Some Characteristics of the Uptake of Glutamine by Corn Scutellum

Abstract

Slices of corn scutellum were used to study amino acid uptake, a natural function of this tissue. The uptake of glutamine was found to be inhibited by several monovalent cations. The accompanying anion did not affect the inhibition. Divalent cations stimulated glutamine uptake, particularly at high glutamine concentrations. The inhibition by monovalent cations was reversed by divalent cations.There was a broad pH optimum (4.3-5.2), and a wide range of pH values over which substantial rates of glutamine uptake were observed (3-7).Seventeen protein amino acids were tested for their effects on glutamine uptake. l-Alanine, l-cysteine, l-glutamic acid, glycine, l-serine, and l-methionine were the only inhibitory amino acids. The inhibition by alanine and methionine was overcome at high glutamine concentrations whereas the inhibition by monovalent cations was not.
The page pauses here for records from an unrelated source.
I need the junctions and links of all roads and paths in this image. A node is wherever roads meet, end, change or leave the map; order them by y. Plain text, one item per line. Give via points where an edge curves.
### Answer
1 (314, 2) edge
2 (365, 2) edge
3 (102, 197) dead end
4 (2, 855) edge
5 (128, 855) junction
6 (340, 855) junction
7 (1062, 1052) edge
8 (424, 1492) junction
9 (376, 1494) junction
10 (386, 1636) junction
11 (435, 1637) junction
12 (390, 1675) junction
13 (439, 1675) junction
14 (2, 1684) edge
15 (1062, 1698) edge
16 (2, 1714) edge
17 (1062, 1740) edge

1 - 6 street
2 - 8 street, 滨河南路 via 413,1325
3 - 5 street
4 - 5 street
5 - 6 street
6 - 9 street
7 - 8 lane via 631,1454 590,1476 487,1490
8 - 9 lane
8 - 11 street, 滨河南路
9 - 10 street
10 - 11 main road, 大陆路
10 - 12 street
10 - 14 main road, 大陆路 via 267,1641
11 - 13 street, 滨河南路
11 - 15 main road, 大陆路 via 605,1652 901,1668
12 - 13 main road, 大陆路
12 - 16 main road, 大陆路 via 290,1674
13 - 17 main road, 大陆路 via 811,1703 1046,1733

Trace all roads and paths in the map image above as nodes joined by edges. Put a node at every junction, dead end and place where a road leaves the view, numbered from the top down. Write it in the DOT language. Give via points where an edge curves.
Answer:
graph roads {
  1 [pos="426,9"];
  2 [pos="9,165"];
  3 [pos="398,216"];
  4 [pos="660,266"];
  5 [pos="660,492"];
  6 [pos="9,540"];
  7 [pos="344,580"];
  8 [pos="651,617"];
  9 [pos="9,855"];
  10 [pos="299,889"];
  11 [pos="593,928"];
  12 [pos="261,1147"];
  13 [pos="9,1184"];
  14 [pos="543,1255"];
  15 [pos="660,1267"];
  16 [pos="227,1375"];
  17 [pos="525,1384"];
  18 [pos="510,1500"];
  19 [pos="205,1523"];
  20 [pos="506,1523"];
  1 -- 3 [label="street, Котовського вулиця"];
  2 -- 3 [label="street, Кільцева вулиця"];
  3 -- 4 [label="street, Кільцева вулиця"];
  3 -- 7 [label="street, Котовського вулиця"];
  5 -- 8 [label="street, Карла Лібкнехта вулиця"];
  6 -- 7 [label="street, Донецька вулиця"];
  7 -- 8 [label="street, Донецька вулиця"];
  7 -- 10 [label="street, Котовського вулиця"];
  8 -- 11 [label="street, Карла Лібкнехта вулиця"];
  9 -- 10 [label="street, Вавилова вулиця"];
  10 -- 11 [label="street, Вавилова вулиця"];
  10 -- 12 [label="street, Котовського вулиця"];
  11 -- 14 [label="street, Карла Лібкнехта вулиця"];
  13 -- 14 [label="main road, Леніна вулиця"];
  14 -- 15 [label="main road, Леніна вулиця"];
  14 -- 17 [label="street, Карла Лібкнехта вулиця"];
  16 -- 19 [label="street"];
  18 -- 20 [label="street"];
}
The inhibition by amino acids was not reversed by divalent cations. d-Alanine and d-methionine had no effect on glutamine uptake.High concentrations of sucrose (0.5 m) did not affect glutamine uptake. Thus, osmotic shock did not cause a dissociation of a transport protein from a membrane. Mannose inhibited glutamine uptake but glucose, galactose, and fructose did not. In addition to respiratory inhibitors, N-ethylmaleimide inhibited glutamine uptake. Ouabain did not affect glutamine uptake.